Israeli troops kill two Palestinians in teen manhunt

 23 Jun 2014 - 7:24

The mother of Palestinian Ahmad Famawi kisses his face during his funeral in Al Ain refugee camp near the West Bank city of Nablus, yesterday.

JERUSALEM: Israeli troops shot dead two Palestinians in the West Bank yesterday in separate clashes that erupted as they made more arrests in the hunt for three missing teenagers.
Their deaths raised to four the number of Palestinians killed since the army began a massive search for the Israeli students who disappeared on June 12 while hitchhiking in the southern West Bank. Israel accuses Hamas of kidnapping them, and has said the objective of “Operation Brother’s Keeper” is to bring them home safe while dealing a crushing blow to the group’s West Bank infrastructure. So far, the army has arrested more than 340 Palestinians, around two thirds of them Hamas members.
Palestinian president Mahmoud Abbas has denounced the abductions, but yesterday said Israeli Prime Minister Benjamin Netanyahu should condemn the bloodshed triggered by the manhunt.
“I said the kidnapping was a crime, but does that justify the killing of... Palestinian teens in cold blood?” Abbas told Haaretz newspaper, referring to two young Palestinians who died this week.
“What does Netanyahu have to say about the killings? Does he condemn it?”
Abbas added: “I have no credible information that Hamas was behind the kidnapping.”
Netanyahu, who insists Hamas abducted the youths, told a meeting of his cabinet that Israel has “unequivocal proof” and “soon this information will be made public”. Army spokesman General Motti Almoz said, meanwhile, that all information indicates the teens “are alive”.
Netanyahu also said Abbas must show his good intentions by finding the youths and returning them home, and “by his willingness to dissolve the unity government with Hamas”.
Israel has seized on the opportunity presented by the operation to try to rupture a reconciliation agreement between Abbas and Hamas, which saw the two sides recently agree on an interim government of independents, infuriating the Jewish state. Also yesterday, Netanyahu said Israel has “no intention of harming anyone”, even if some Palestinians are being killed.
“But our forces are acting as necessary for self-defence, and from time to time, there are victims or casualties on the Palestinian side as a result.”
President Shimon Peres, who recently prayed for peace alongside Abbas at the Vatican, praised the Palestinian for his “courage in condemning several times the abduction”. Abbas “is the best peace partner Israel ever had and we should not miss the opportunity of making peace with him,” said Peres. Abbas spokesman Nabil Abu Rudeina said the Palestinian leadership had begun efforts to call for “an urgent session of the UN Security Council to put an end to the ongoing brutal Israeli aggression”.
He said that they are appealing to international organisations to “protect” Palestinians from Israel’s actions.
UN chief Ban Ki-moon, meanwhile, spoke to Netanyahu on Saturday voicing “deep solidarity” with the family of the missing Israeli boys, a UN statement said.
But he also “expressed concern over the increase violence, mass arrests and restriction of movement in the West Bank.”
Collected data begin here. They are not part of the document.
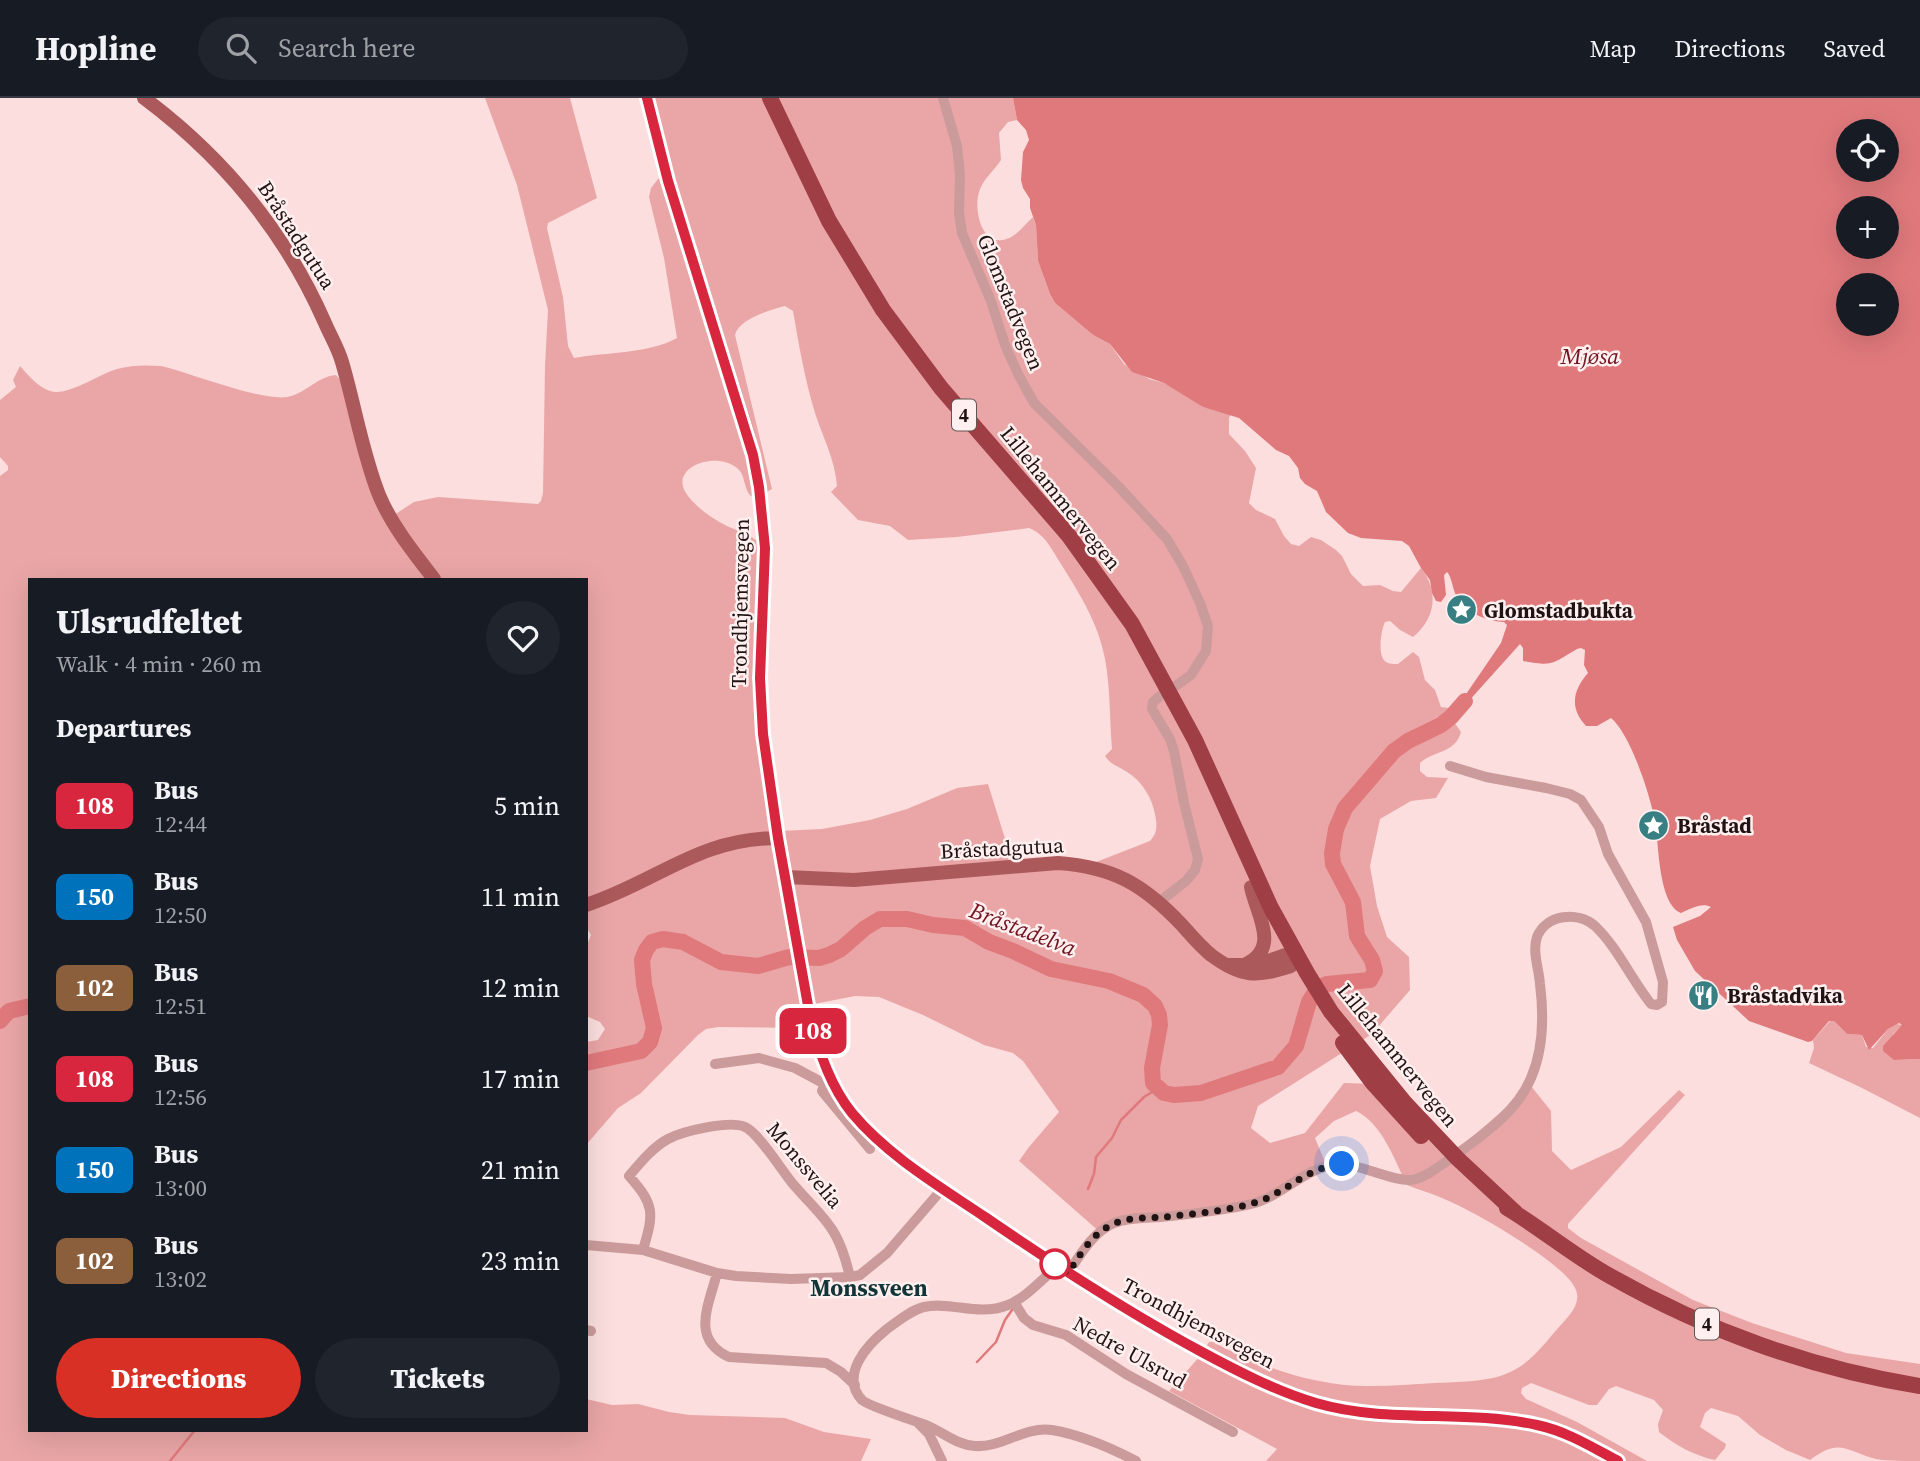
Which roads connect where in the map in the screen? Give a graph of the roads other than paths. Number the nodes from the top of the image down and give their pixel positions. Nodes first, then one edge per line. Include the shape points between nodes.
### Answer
1 (144, 98) edge
2 (647, 98) edge
3 (770, 98) edge
4 (943, 98) edge
5 (433, 578) edge
6 (1174, 687) dead end
7 (1162, 694) dead end
8 (1181, 716) junction
9 (1450, 766) dead end
10 (778, 838) junction
11 (786, 877) junction
12 (1251, 887) junction
13 (1159, 902) junction
14 (588, 904) edge
15 (1244, 964) junction
16 (1227, 965) junction
17 (1296, 966) junction
18 (715, 1064) dead end
19 (826, 1079) junction
20 (870, 1149) dead end
21 (943, 1188) junction
22 (588, 1245) edge
23 (643, 1250) junction
24 (1063, 1269) junction
25 (717, 1273) junction
26 (850, 1277) junction
27 (1014, 1302) junction
28 (855, 1385) junction
29 (1920, 1386) edge
30 (917, 1422) junction
31 (1233, 1432) dead end
32 (942, 1461) edge
33 (1136, 1461) edge
34 (1619, 1461) edge

1 - 5 main road, Bråstadgutua via 219,163 254,203 307,284 341,360 380,496
2 - 10 main road, Trondhjemsvegen via 759,487 765,548 760,709
3 - 8 highway, Lillehammervegen / 4 via 829,222 877,301 941,387 1091,564 1132,624
4 - 6 street, Glomstadvegen via 957,146 962,233 1018,376 1034,403 1167,539 1194,586 1208,626 1206,651 1191,675
7 - 13 street via 1152,709 1174,751 1198,859 1186,881
8 - 12 highway, Lillehammervegen / 4
8 - 17 highway, Lillehammervegen / 4
9 - 24 street via 1581,800 1646,922 1664,990 1662,1002 1651,1004 1593,924 1568,916 1550,922 1537,938 1535,951 1543,1015 1541,1042 1527,1088 1514,1106 1472,1143 1426,1176 1403,1181 1333,1164 1250,1204 1114,1223
10 - 11 main road, Trondhjemsvegen
10 - 14 main road via 743,839 690,856
11 - 13 main road, Bråstadgutua via 854,880 1058,863 1107,871
11 - 19 main road, Trondhjemsvegen via 806,998
12 - 15 main road via 1265,934 1261,950
12 - 17 highway, Lillehammervegen / 4
13 - 16 main road, Bråstadgutua via 1205,951
15 - 16 main road
15 - 17 main road
16 - 17 main road, Bråstadgutua via 1241,973 1262,975
17 - 29 highway, Lillehammervegen / 4 via 1340,1032 1421,1121 1516,1213 1567,1250 1722,1331 1821,1364
18 - 19 street via 759,1058
19 - 20 street, Trondhjemsvegen via 822,1091
19 - 21 main road, Trondhjemsvegen via 878,1140
21 - 24 main road, Trondhjemsvegen
21 - 26 street via 887,1253 860,1275
22 - 23 street
23 - 25 street
23 - 26 street, Monssvelia via 650,1207 629,1176 668,1139 734,1123 747,1127 831,1225
24 - 27 street
24 - 34 main road, Trondhjemsvegen via 1228,1366 1316,1403 1377,1414 1536,1424
25 - 26 street via 791,1279
25 - 28 street via 705,1332 718,1352 729,1357 826,1363
27 - 28 street via 986,1311 934,1306 900,1319 865,1347 855,1370
27 - 31 street, Nedre Ulsrud via 1033,1325 1066,1335 1126,1374
28 - 30 street via 872,1406
30 - 32 street via 929,1434
30 - 33 street via 976,1447 1049,1429 1083,1437

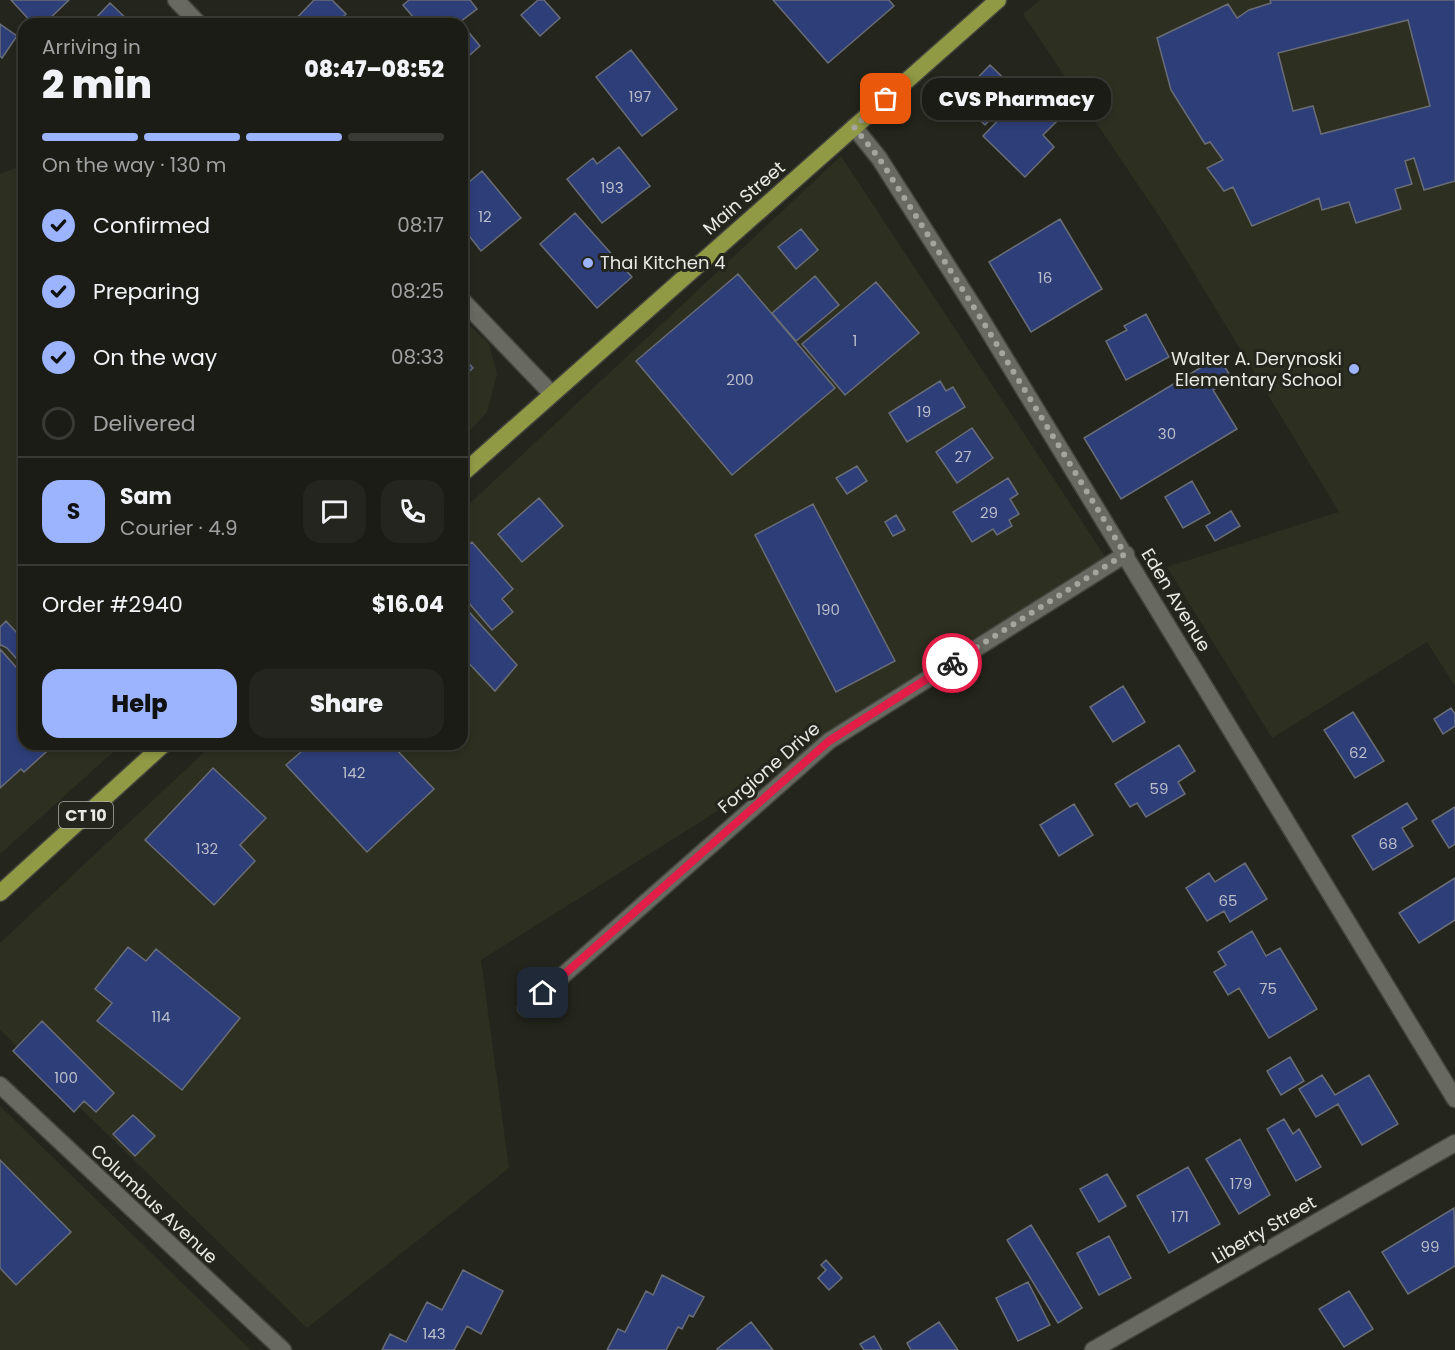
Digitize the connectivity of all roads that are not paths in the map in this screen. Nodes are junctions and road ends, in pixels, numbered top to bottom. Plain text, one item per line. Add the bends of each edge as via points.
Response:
1 (176, 0) edge
2 (998, 0) edge
3 (193, 18) edge
4 (854, 127) junction
5 (468, 306) edge
6 (551, 393) junction
7 (468, 469) edge
8 (1125, 554) junction
9 (157, 750) edge
10 (0, 893) edge
11 (526, 1008) dead end
12 (0, 1084) edge
13 (1455, 1099) edge
14 (1455, 1143) edge
15 (283, 1350) edge
16 (1093, 1350) edge

1 - 3 street
2 - 4 highway, Main Street
4 - 6 highway, Main Street
4 - 8 street, Eden Avenue via 879,158 974,307
5 - 6 street
6 - 7 highway, Main Street
8 - 11 street, Forgione Drive via 829,741
8 - 13 street, Eden Avenue
9 - 10 highway, CT 10
12 - 15 street, Columbus Avenue
14 - 16 street, Liberty Street

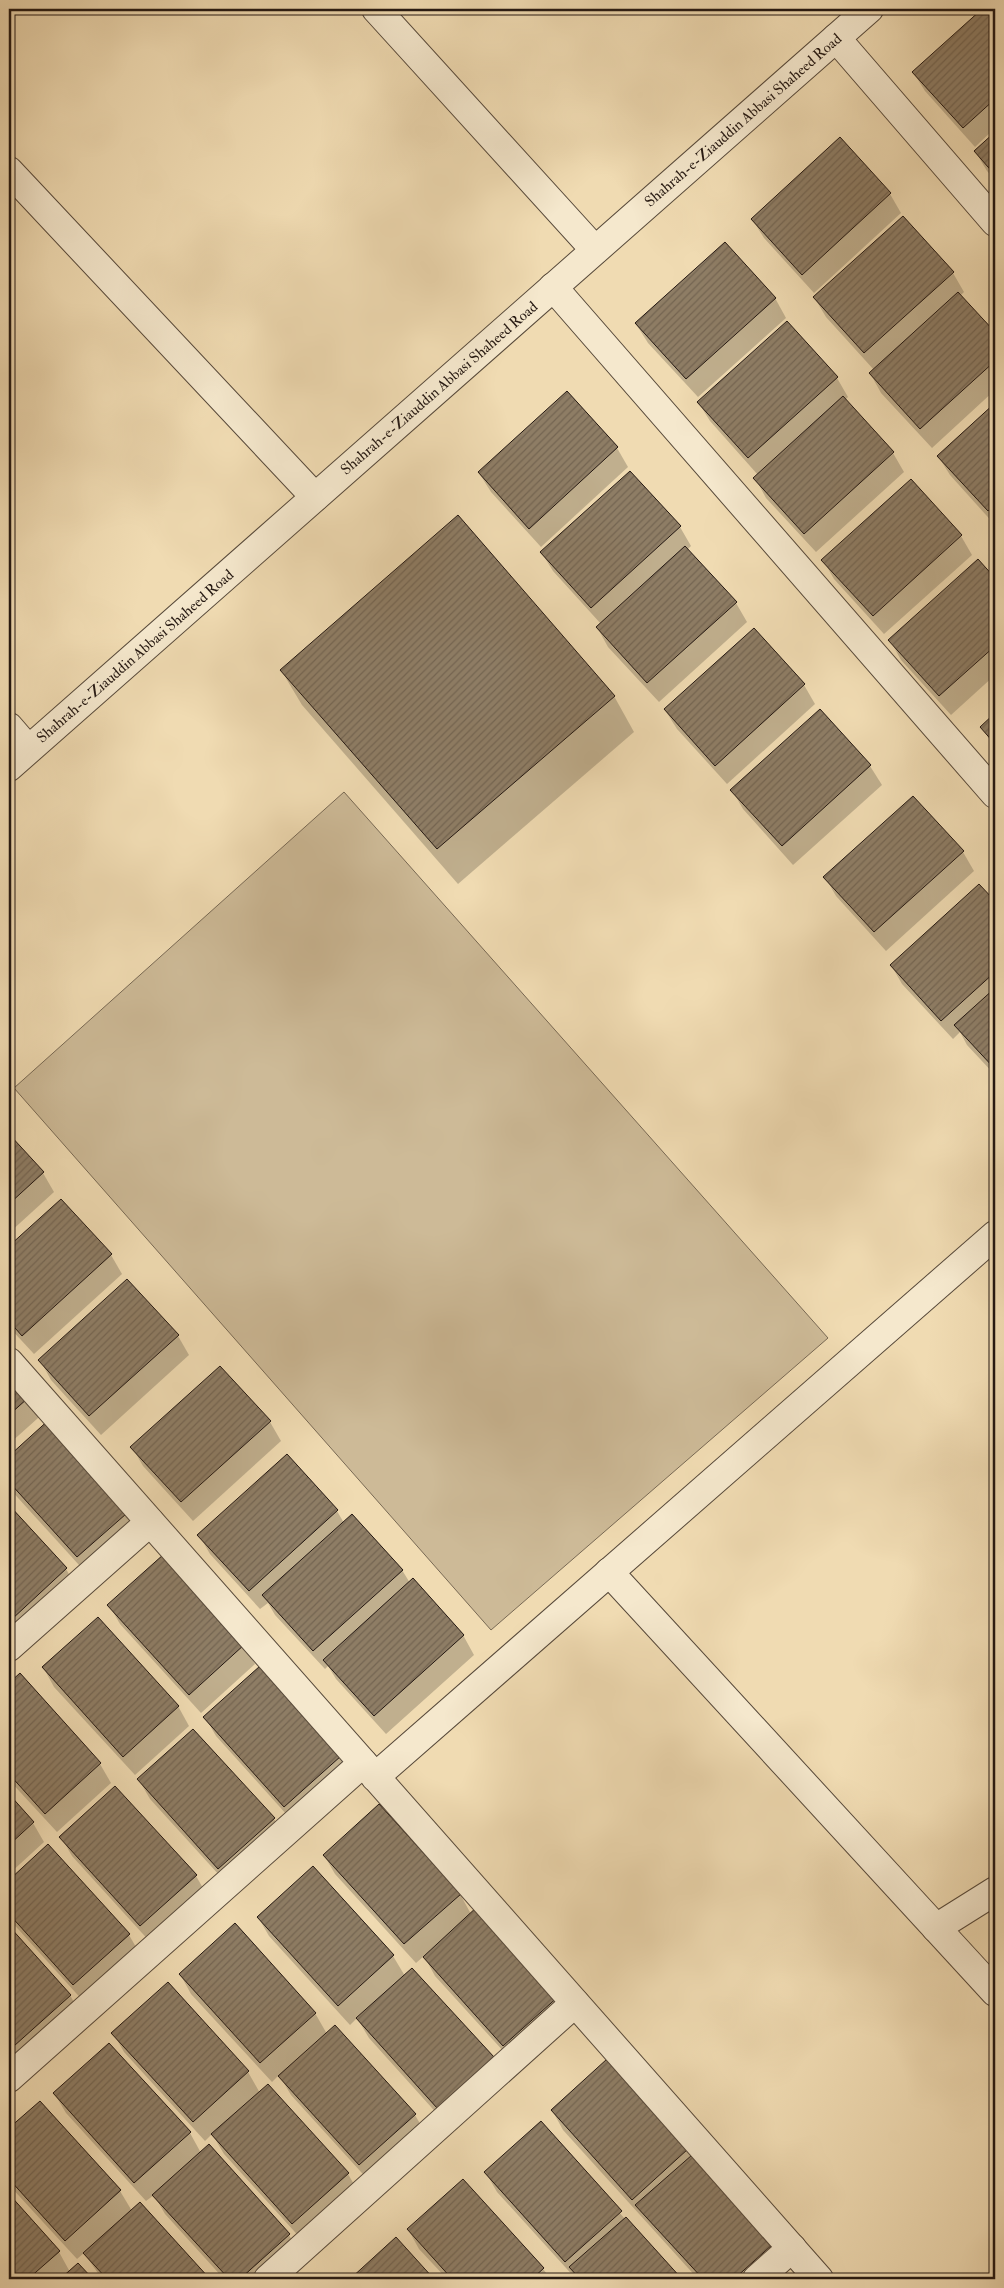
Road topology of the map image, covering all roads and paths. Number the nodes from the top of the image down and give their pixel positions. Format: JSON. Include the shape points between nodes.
{"nodes":[{"id":1,"x":376,"y":9,"type":"edge"},
{"id":2,"x":869,"y":9,"type":"edge"},
{"id":3,"x":836,"y":38,"type":"junction"},
{"id":4,"x":9,"y":171,"type":"edge"},
{"id":5,"x":995,"y":222,"type":"edge"},
{"id":6,"x":595,"y":250,"type":"junction"},
{"id":7,"x":553,"y":287,"type":"junction"},
{"id":8,"x":315,"y":497,"type":"junction"},
{"id":9,"x":9,"y":727,"type":"edge"},
{"id":10,"x":19,"y":758,"type":"edge"},
{"id":11,"x":995,"y":794,"type":"edge"},
{"id":12,"x":992,"y":1244,"type":"edge"},
{"id":13,"x":9,"y":1362,"type":"edge"},
{"id":14,"x":150,"y":1522,"type":"junction"},
{"id":15,"x":609,"y":1572,"type":"junction"},
{"id":16,"x":9,"y":1647,"type":"edge"},
{"id":17,"x":369,"y":1770,"type":"junction"},
{"id":18,"x":995,"y":1891,"type":"edge"},
{"id":19,"x":936,"y":1928,"type":"junction"},
{"id":20,"x":995,"y":1992,"type":"edge"},
{"id":21,"x":575,"y":2003,"type":"junction"},
{"id":22,"x":9,"y":2078,"type":"edge"},
{"id":23,"x":792,"y":2248,"type":"junction"},
{"id":24,"x":268,"y":2279,"type":"edge"},
{"id":25,"x":757,"y":2279,"type":"edge"},
{"id":26,"x":819,"y":2279,"type":"edge"}],
"edges":[{"from":1,"to":6,"type":"street"},
{"from":2,"to":3,"type":"street","name":"Shahrah-e-Ziauddin Abbasi Shaheed Road"},
{"from":3,"to":5,"type":"street"},
{"from":3,"to":6,"type":"street","name":"Shahrah-e-Ziauddin Abbasi Shaheed Road"},
{"from":4,"to":8,"type":"street"},
{"from":6,"to":7,"type":"street","name":"Shahrah-e-Ziauddin Abbasi Shaheed Road"},
{"from":7,"to":8,"type":"street","name":"Shahrah-e-Ziauddin Abbasi Shaheed Road"},
{"from":7,"to":11,"type":"street"},
{"from":8,"to":10,"type":"street","name":"Shahrah-e-Ziauddin Abbasi Shaheed Road"},
{"from":9,"to":10,"type":"street"},
{"from":12,"to":15,"type":"street"},
{"from":13,"to":14,"type":"street"},
{"from":14,"to":16,"type":"street"},
{"from":14,"to":17,"type":"street"},
{"from":15,"to":17,"type":"street"},
{"from":15,"to":19,"type":"street"},
{"from":17,"to":21,"type":"street"},
{"from":17,"to":22,"type":"street"},
{"from":18,"to":19,"type":"street"},
{"from":19,"to":20,"type":"street"},
{"from":21,"to":23,"type":"street"},
{"from":21,"to":24,"type":"street"},
{"from":23,"to":25,"type":"street"},
{"from":23,"to":26,"type":"street"}]}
No decision on threat to expel UN envoy
Israel’s foreign minister said yesterday a final decision has yet to be made on his threat to expel the UN’s peace envoy for offering to help transfer Qatari funds to Gaza. Avigdor Lieberman was reported to have said by Channel Two television that he wants to declare Robert Serry persona non grata and expel him from Israel over the alleged offer.
But his ministry’s spokesman Yigal Palmor said later that “no decision was taken at the meeting”. The television report had quoted Lieberman as saying that Serry, the UN’s special envoy on the Middle East peace process, had first tried to convince the Palestinian Authority to transfer $20m (¤14.7m) from Qatar to resolve a pay crisis for Hamas employees in Gaza. But after Palestinian President Mahmoud Abbas refused to do so, the rightwing ultra-nationalist Lieberman accused Serry of offering the UN’s help in making the transfer. Serry rejected the allegations, saying in a statement that the Palestinian Authority had approached him “informally” on the matter.
“In considering any UN role on the issue of payments of salaries in Gaza that has potentially destabilising effects on security in Gaza, I made it clear that we would only be able to be of assistance if acceptable to all stakeholders, including Israel,” he added.